→ AVAILABLE DATA
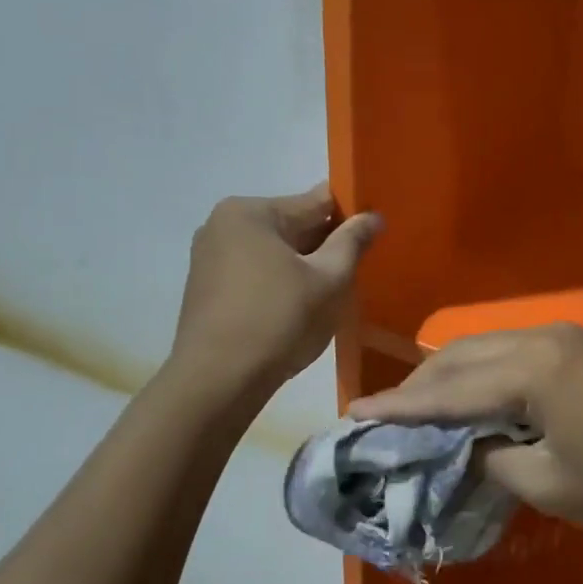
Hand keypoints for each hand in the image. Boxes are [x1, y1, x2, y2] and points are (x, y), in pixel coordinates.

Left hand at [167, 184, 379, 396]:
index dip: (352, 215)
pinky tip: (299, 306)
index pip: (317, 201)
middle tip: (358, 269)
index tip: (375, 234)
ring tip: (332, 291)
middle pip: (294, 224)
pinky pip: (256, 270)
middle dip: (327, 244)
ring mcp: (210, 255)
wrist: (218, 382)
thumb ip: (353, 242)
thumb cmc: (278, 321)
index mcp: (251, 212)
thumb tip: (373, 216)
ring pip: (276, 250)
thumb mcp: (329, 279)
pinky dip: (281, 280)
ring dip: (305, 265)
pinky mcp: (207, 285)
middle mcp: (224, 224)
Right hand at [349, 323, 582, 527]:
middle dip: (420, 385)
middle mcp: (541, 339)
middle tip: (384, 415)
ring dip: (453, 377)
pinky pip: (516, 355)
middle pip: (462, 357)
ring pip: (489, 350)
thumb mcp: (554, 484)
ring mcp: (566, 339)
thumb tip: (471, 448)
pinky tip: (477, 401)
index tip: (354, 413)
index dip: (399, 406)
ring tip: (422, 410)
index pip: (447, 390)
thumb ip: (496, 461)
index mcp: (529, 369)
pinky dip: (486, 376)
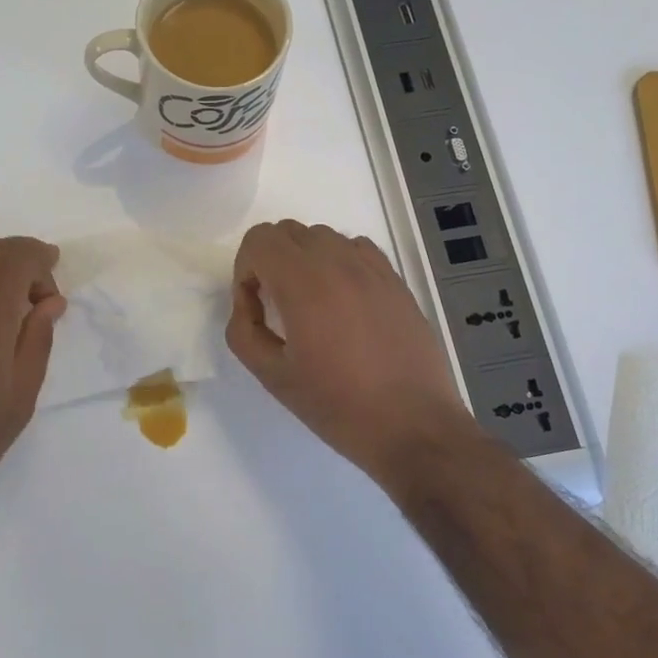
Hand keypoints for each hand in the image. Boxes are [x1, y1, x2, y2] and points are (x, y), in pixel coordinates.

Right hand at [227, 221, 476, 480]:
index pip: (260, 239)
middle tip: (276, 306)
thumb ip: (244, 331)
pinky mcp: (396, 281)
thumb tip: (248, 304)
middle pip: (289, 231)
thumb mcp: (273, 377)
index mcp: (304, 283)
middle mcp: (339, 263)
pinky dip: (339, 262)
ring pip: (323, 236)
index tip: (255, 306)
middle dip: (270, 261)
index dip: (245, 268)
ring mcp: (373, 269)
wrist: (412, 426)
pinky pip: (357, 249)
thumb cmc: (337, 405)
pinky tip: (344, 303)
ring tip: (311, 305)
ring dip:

* * *

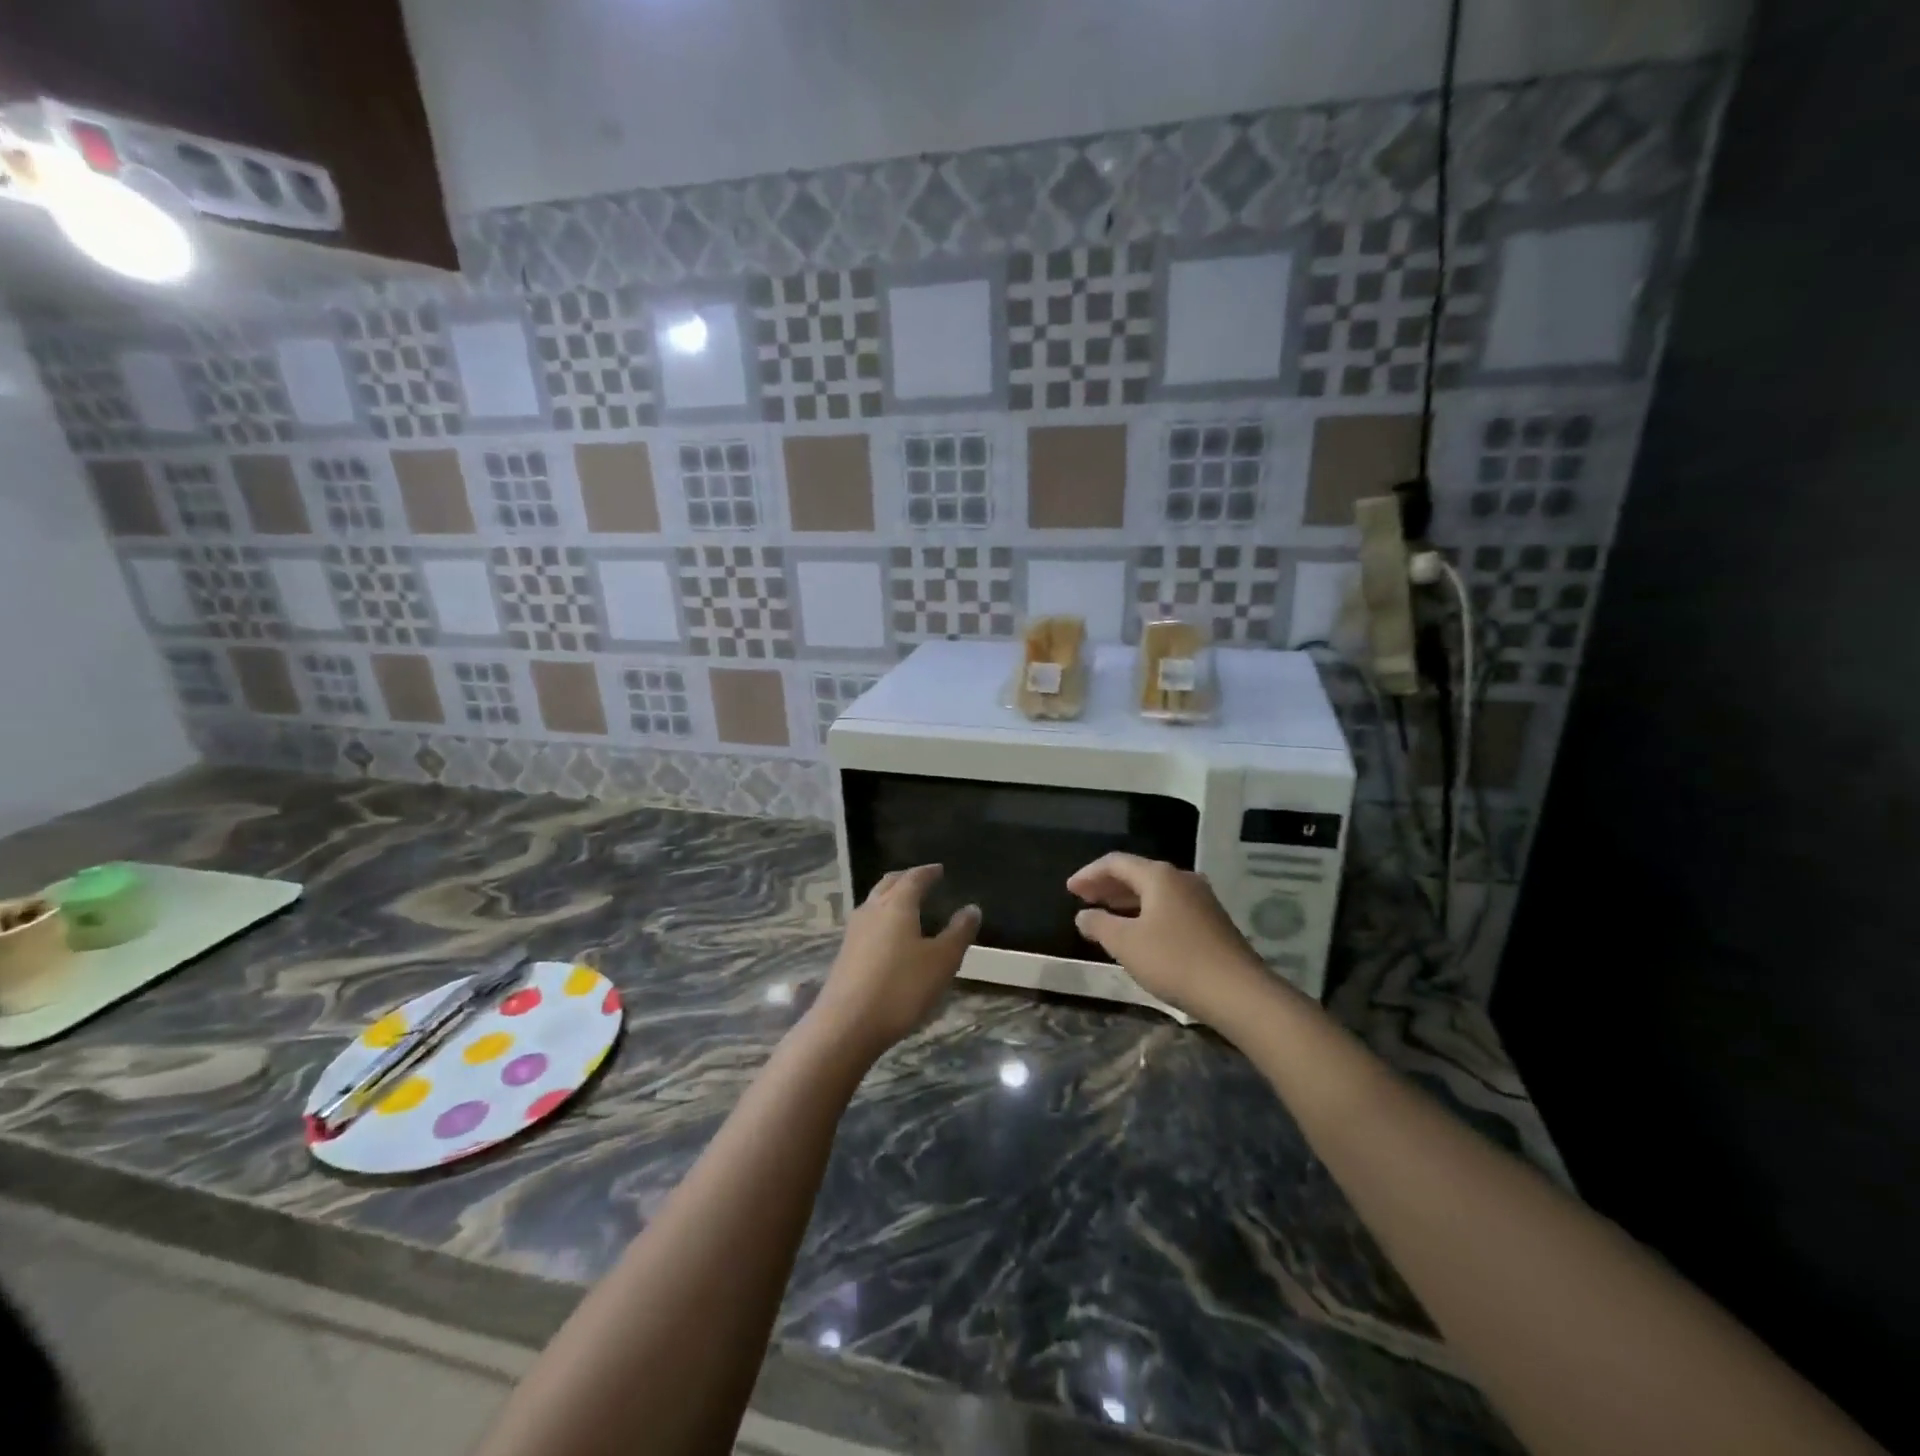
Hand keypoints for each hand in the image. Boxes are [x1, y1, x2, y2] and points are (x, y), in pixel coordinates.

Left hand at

--

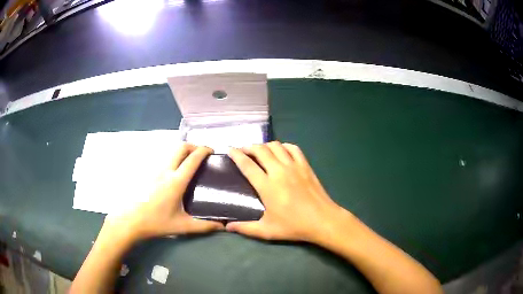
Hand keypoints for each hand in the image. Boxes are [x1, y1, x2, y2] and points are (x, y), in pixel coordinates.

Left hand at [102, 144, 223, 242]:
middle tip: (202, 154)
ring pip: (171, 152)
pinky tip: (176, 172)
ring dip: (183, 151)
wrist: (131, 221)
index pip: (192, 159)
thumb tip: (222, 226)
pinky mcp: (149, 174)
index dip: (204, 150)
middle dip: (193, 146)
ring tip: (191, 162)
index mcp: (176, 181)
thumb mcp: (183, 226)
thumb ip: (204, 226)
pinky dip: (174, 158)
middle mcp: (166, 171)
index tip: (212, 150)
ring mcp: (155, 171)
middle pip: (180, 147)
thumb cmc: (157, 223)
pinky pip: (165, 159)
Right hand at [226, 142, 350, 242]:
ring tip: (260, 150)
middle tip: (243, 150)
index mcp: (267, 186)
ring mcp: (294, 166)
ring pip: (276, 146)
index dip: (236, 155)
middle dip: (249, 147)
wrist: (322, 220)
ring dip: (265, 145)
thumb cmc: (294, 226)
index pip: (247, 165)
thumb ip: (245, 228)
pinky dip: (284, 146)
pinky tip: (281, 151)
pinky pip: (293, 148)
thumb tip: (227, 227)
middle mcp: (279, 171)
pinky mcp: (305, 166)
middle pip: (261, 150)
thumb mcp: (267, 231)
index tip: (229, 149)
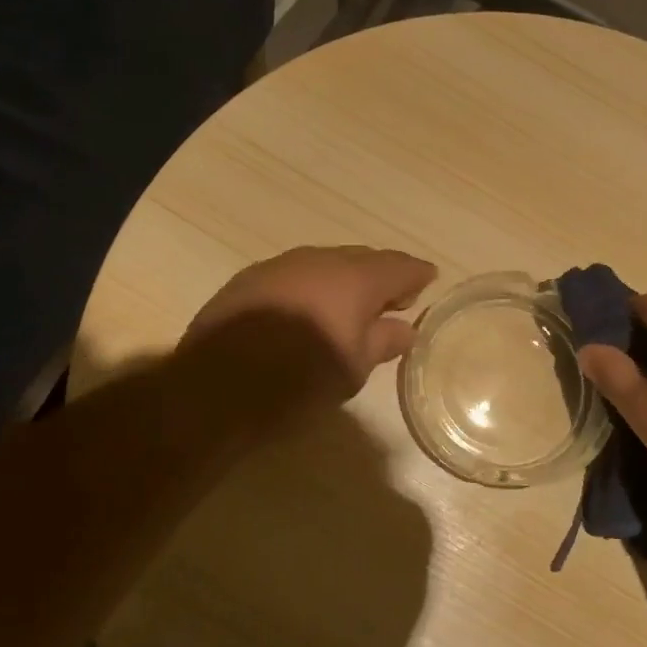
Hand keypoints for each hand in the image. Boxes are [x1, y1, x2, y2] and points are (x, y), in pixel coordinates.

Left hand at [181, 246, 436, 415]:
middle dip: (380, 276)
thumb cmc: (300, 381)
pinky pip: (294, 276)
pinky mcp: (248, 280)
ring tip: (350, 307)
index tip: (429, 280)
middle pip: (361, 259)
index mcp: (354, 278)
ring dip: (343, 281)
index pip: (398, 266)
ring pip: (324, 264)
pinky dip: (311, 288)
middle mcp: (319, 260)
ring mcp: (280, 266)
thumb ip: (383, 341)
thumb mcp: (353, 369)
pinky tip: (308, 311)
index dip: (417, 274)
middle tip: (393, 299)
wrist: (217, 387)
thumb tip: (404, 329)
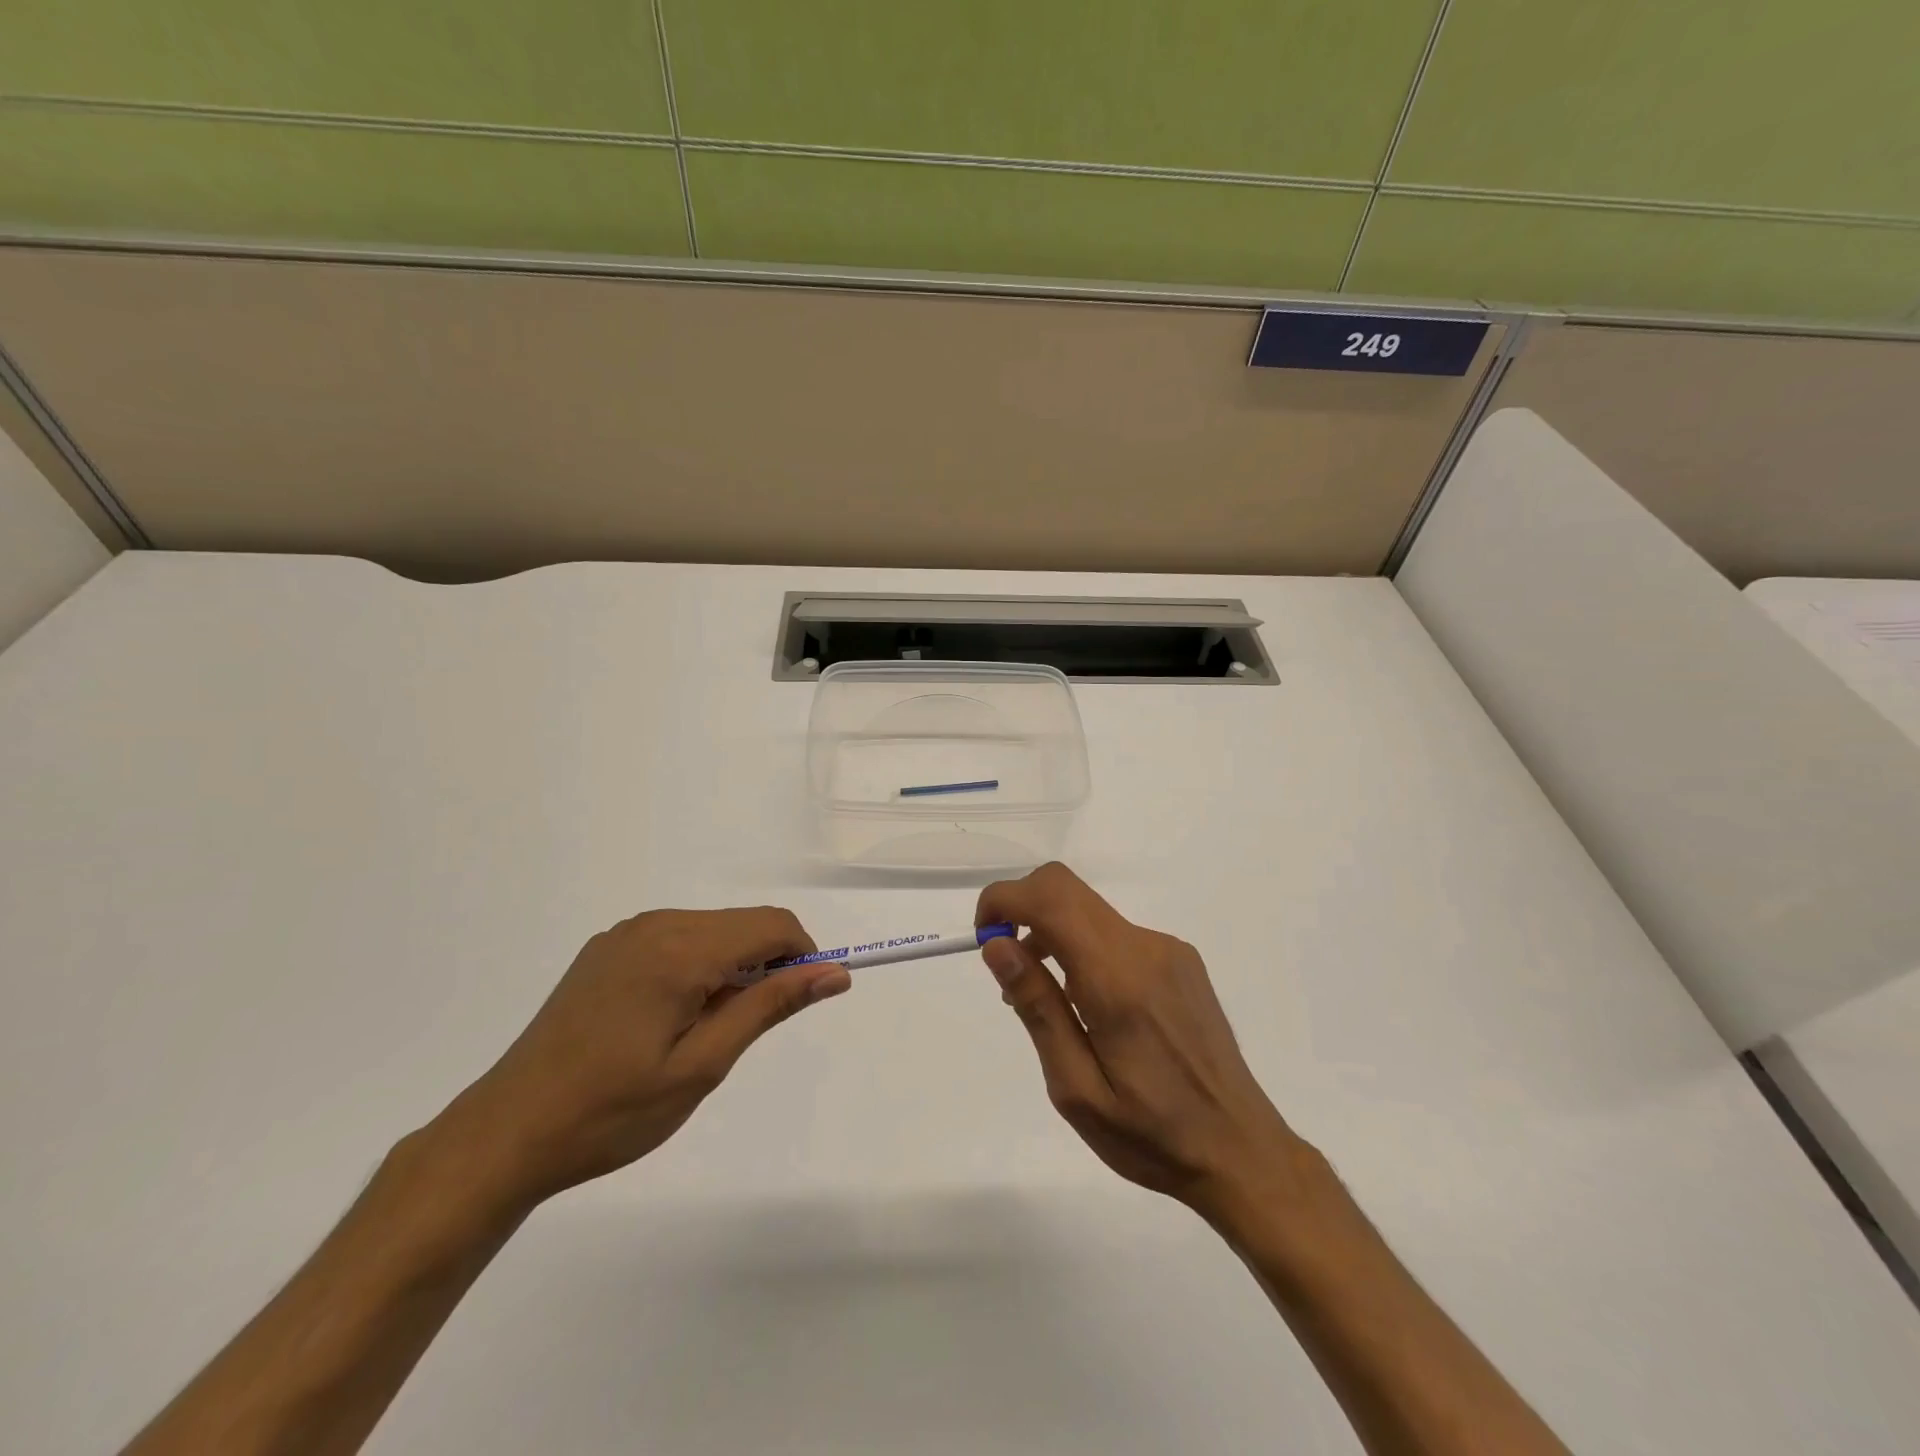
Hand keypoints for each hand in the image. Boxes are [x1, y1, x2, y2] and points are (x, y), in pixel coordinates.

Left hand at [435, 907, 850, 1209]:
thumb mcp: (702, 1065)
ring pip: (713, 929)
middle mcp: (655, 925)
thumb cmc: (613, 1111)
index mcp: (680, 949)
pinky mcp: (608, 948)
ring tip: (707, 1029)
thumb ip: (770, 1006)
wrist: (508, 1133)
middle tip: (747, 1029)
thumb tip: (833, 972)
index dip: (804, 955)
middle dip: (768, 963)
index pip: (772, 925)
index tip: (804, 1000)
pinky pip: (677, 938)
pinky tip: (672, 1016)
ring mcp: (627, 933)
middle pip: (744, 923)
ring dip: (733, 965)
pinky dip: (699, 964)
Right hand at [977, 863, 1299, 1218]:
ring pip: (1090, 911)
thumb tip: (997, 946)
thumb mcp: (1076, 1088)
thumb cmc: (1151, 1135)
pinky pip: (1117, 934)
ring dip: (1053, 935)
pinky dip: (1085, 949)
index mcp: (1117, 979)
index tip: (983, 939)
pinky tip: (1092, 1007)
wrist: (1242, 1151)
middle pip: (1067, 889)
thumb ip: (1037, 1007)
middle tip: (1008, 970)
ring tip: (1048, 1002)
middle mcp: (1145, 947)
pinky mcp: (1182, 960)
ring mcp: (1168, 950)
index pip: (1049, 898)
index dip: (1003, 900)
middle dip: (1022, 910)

→ REQUIREMENT
Repeat, word for word, the lines of the material above from the one holding "wrist: (322, 220)" through the one holding "thumb tip: (404, 329)". Leave out pictures.

→ SOLUTION BELOW
wrist: (322, 220)
ring dip: (265, 145)
thumb cmc: (294, 226)
index pip: (247, 165)
thumb ip: (245, 228)
pinky dip: (284, 146)
pinky tip: (281, 151)
pinky pip: (293, 148)
thumb tip: (227, 227)
middle mcp: (279, 171)
pinky mcp: (305, 166)
middle pip: (261, 150)
thumb mcp: (267, 231)
index tip: (229, 149)
Hand keypoints for each hand in the image. Boxes are [x1, y1, x2, y2] and points are (x, y), in pixel coordinates.

Left hand at [181, 246, 436, 415]:
middle dip: (380, 276)
thumb cmc: (300, 381)
pinky pip: (294, 276)
pinky mcp: (248, 280)
ring tip: (350, 307)
index tip: (429, 280)
middle pip: (361, 259)
index mcp: (354, 278)
ring dip: (343, 281)
index pip: (398, 266)
ring pip: (324, 264)
pinky dip: (311, 288)
middle mcp: (319, 260)
ring mcp: (280, 266)
thumb ip: (383, 341)
thumb mcp: (353, 369)
pinky tip: (308, 311)
index dip: (417, 274)
middle tip: (393, 299)
wrist: (217, 387)
thumb tip: (404, 329)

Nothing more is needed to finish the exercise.